[BRIEF]:
A word-for-word copy of the records below is needed, without the images.

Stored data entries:
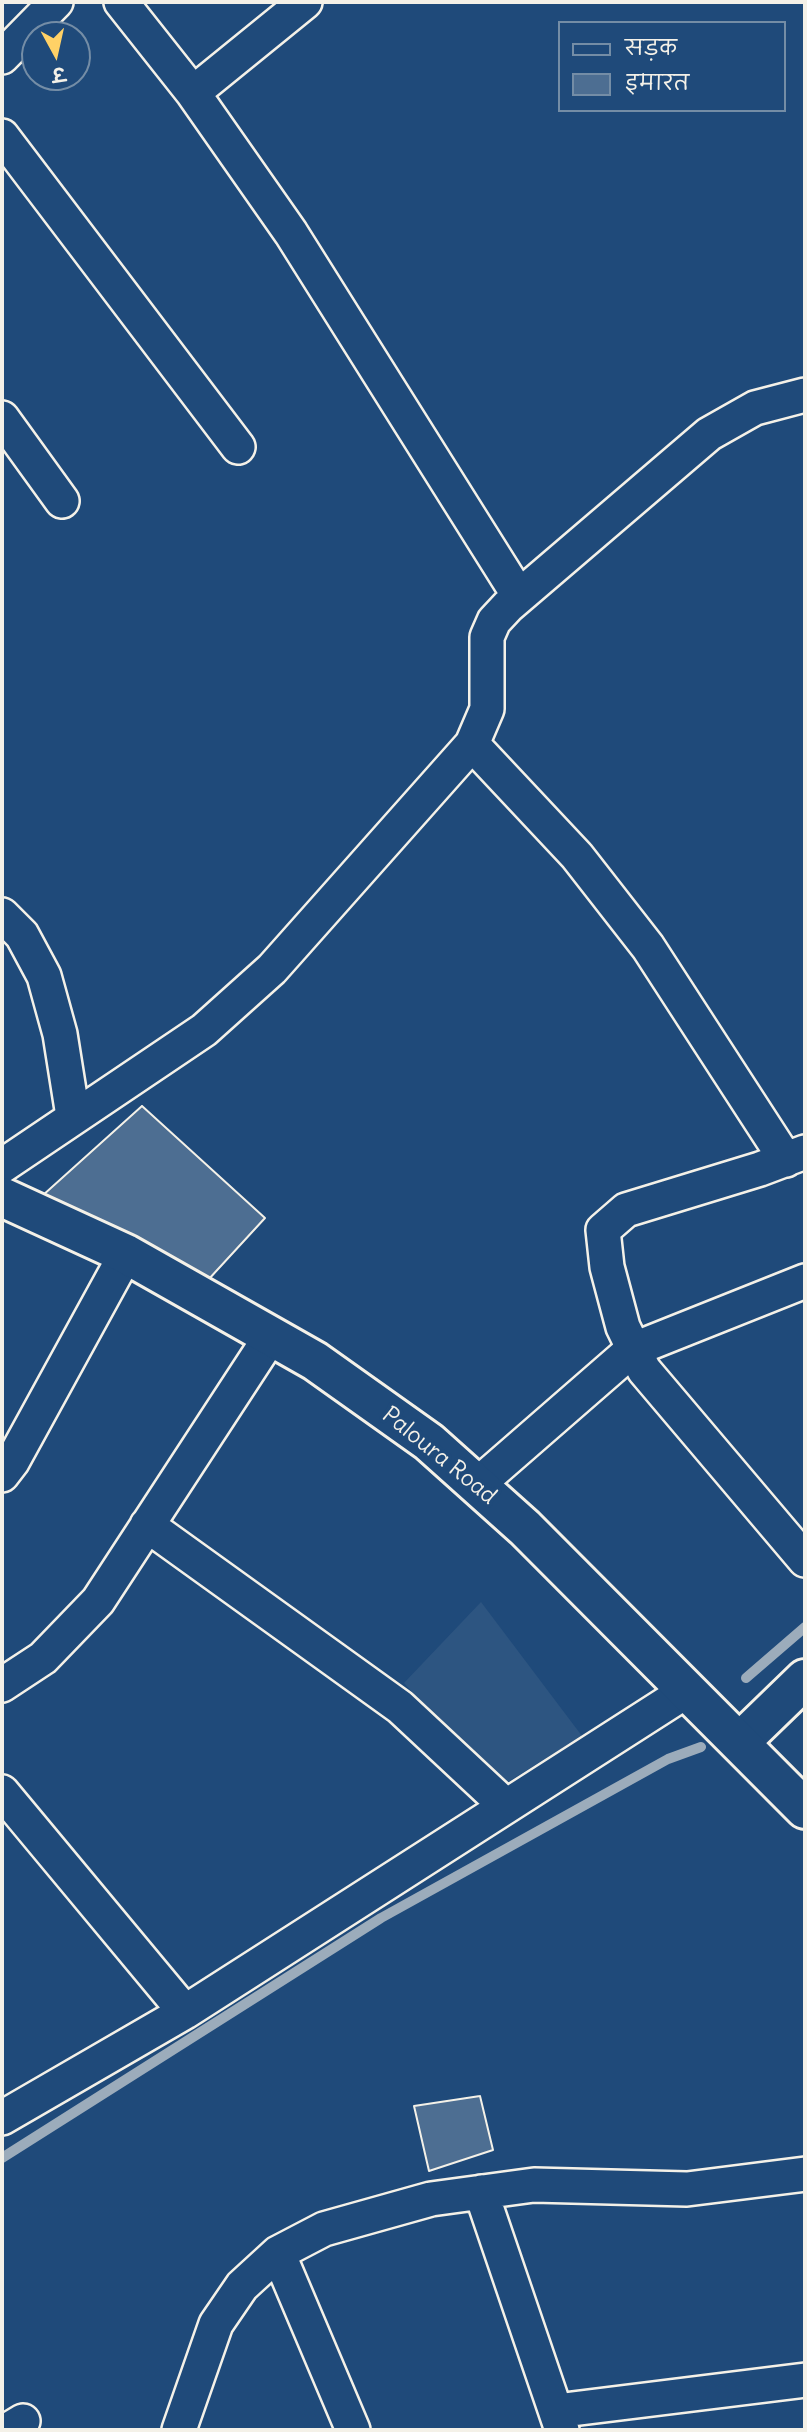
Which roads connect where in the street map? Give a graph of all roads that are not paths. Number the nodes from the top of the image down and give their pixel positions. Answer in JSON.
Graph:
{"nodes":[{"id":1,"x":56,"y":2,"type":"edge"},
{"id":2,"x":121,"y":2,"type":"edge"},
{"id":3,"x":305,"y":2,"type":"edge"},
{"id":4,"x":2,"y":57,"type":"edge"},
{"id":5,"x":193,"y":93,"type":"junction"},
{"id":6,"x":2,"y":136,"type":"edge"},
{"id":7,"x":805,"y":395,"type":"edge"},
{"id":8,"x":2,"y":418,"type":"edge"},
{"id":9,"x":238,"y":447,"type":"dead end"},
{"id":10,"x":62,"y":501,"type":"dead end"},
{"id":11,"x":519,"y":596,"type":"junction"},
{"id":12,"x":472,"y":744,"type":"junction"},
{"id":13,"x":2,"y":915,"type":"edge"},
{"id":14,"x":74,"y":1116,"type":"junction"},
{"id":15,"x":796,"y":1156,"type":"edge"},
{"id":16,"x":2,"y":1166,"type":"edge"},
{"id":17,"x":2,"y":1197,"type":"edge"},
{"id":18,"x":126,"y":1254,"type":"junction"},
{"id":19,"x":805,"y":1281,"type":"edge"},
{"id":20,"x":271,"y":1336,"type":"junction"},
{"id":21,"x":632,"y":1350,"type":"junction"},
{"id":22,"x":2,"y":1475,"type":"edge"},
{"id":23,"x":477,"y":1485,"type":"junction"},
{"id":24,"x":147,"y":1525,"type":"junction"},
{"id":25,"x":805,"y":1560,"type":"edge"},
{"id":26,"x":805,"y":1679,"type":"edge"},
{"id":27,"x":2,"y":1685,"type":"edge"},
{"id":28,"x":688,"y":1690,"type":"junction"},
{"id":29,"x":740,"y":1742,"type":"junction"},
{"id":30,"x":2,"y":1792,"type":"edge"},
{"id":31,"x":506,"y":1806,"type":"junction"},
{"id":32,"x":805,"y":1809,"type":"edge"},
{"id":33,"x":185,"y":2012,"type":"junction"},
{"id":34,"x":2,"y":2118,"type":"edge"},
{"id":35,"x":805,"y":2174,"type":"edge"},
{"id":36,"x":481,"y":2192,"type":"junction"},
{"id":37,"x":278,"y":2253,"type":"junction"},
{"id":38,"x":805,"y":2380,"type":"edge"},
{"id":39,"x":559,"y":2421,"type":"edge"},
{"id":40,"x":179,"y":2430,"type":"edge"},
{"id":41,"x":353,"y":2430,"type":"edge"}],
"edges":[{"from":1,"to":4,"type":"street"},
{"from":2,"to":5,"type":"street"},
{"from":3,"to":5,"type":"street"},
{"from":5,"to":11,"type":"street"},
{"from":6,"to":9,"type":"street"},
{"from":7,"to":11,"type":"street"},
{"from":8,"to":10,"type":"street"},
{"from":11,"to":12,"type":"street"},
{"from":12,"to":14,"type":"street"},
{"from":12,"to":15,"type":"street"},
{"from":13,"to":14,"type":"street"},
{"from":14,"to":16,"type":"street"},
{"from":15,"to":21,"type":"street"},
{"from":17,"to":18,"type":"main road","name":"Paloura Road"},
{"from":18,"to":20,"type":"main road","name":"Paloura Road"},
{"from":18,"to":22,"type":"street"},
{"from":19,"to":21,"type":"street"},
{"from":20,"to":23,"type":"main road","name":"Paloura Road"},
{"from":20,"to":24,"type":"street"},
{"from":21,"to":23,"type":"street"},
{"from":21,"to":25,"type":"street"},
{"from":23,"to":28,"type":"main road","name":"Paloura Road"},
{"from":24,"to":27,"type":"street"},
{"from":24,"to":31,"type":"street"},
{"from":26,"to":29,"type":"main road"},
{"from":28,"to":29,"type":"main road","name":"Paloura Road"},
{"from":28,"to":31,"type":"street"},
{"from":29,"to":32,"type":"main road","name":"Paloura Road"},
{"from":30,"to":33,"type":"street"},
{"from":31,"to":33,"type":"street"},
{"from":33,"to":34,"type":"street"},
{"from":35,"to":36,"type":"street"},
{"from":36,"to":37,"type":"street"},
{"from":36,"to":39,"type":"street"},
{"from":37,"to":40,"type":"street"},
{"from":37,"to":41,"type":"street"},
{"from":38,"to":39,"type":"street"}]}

[SOLUTION FOR THIS EXERCISE]:
Which roads connect where in the street map? Give a graph of all roads that are not paths. Number the nodes from the top of the image down and give their pixel positions. Answer in JSON.
Graph:
{"nodes":[{"id":1,"x":56,"y":2,"type":"edge"},
{"id":2,"x":121,"y":2,"type":"edge"},
{"id":3,"x":305,"y":2,"type":"edge"},
{"id":4,"x":2,"y":57,"type":"edge"},
{"id":5,"x":193,"y":93,"type":"junction"},
{"id":6,"x":2,"y":136,"type":"edge"},
{"id":7,"x":805,"y":395,"type":"edge"},
{"id":8,"x":2,"y":418,"type":"edge"},
{"id":9,"x":238,"y":447,"type":"dead end"},
{"id":10,"x":62,"y":501,"type":"dead end"},
{"id":11,"x":519,"y":596,"type":"junction"},
{"id":12,"x":472,"y":744,"type":"junction"},
{"id":13,"x":2,"y":915,"type":"edge"},
{"id":14,"x":74,"y":1116,"type":"junction"},
{"id":15,"x":796,"y":1156,"type":"edge"},
{"id":16,"x":2,"y":1166,"type":"edge"},
{"id":17,"x":2,"y":1197,"type":"edge"},
{"id":18,"x":126,"y":1254,"type":"junction"},
{"id":19,"x":805,"y":1281,"type":"edge"},
{"id":20,"x":271,"y":1336,"type":"junction"},
{"id":21,"x":632,"y":1350,"type":"junction"},
{"id":22,"x":2,"y":1475,"type":"edge"},
{"id":23,"x":477,"y":1485,"type":"junction"},
{"id":24,"x":147,"y":1525,"type":"junction"},
{"id":25,"x":805,"y":1560,"type":"edge"},
{"id":26,"x":805,"y":1679,"type":"edge"},
{"id":27,"x":2,"y":1685,"type":"edge"},
{"id":28,"x":688,"y":1690,"type":"junction"},
{"id":29,"x":740,"y":1742,"type":"junction"},
{"id":30,"x":2,"y":1792,"type":"edge"},
{"id":31,"x":506,"y":1806,"type":"junction"},
{"id":32,"x":805,"y":1809,"type":"edge"},
{"id":33,"x":185,"y":2012,"type":"junction"},
{"id":34,"x":2,"y":2118,"type":"edge"},
{"id":35,"x":805,"y":2174,"type":"edge"},
{"id":36,"x":481,"y":2192,"type":"junction"},
{"id":37,"x":278,"y":2253,"type":"junction"},
{"id":38,"x":805,"y":2380,"type":"edge"},
{"id":39,"x":559,"y":2421,"type":"edge"},
{"id":40,"x":179,"y":2430,"type":"edge"},
{"id":41,"x":353,"y":2430,"type":"edge"}],
"edges":[{"from":1,"to":4,"type":"street"},
{"from":2,"to":5,"type":"street"},
{"from":3,"to":5,"type":"street"},
{"from":5,"to":11,"type":"street"},
{"from":6,"to":9,"type":"street"},
{"from":7,"to":11,"type":"street"},
{"from":8,"to":10,"type":"street"},
{"from":11,"to":12,"type":"street"},
{"from":12,"to":14,"type":"street"},
{"from":12,"to":15,"type":"street"},
{"from":13,"to":14,"type":"street"},
{"from":14,"to":16,"type":"street"},
{"from":15,"to":21,"type":"street"},
{"from":17,"to":18,"type":"main road","name":"Paloura Road"},
{"from":18,"to":20,"type":"main road","name":"Paloura Road"},
{"from":18,"to":22,"type":"street"},
{"from":19,"to":21,"type":"street"},
{"from":20,"to":23,"type":"main road","name":"Paloura Road"},
{"from":20,"to":24,"type":"street"},
{"from":21,"to":23,"type":"street"},
{"from":21,"to":25,"type":"street"},
{"from":23,"to":28,"type":"main road","name":"Paloura Road"},
{"from":24,"to":27,"type":"street"},
{"from":24,"to":31,"type":"street"},
{"from":26,"to":29,"type":"main road"},
{"from":28,"to":29,"type":"main road","name":"Paloura Road"},
{"from":28,"to":31,"type":"street"},
{"from":29,"to":32,"type":"main road","name":"Paloura Road"},
{"from":30,"to":33,"type":"street"},
{"from":31,"to":33,"type":"street"},
{"from":33,"to":34,"type":"street"},
{"from":35,"to":36,"type":"street"},
{"from":36,"to":37,"type":"street"},
{"from":36,"to":39,"type":"street"},
{"from":37,"to":40,"type":"street"},
{"from":37,"to":41,"type":"street"},
{"from":38,"to":39,"type":"street"}]}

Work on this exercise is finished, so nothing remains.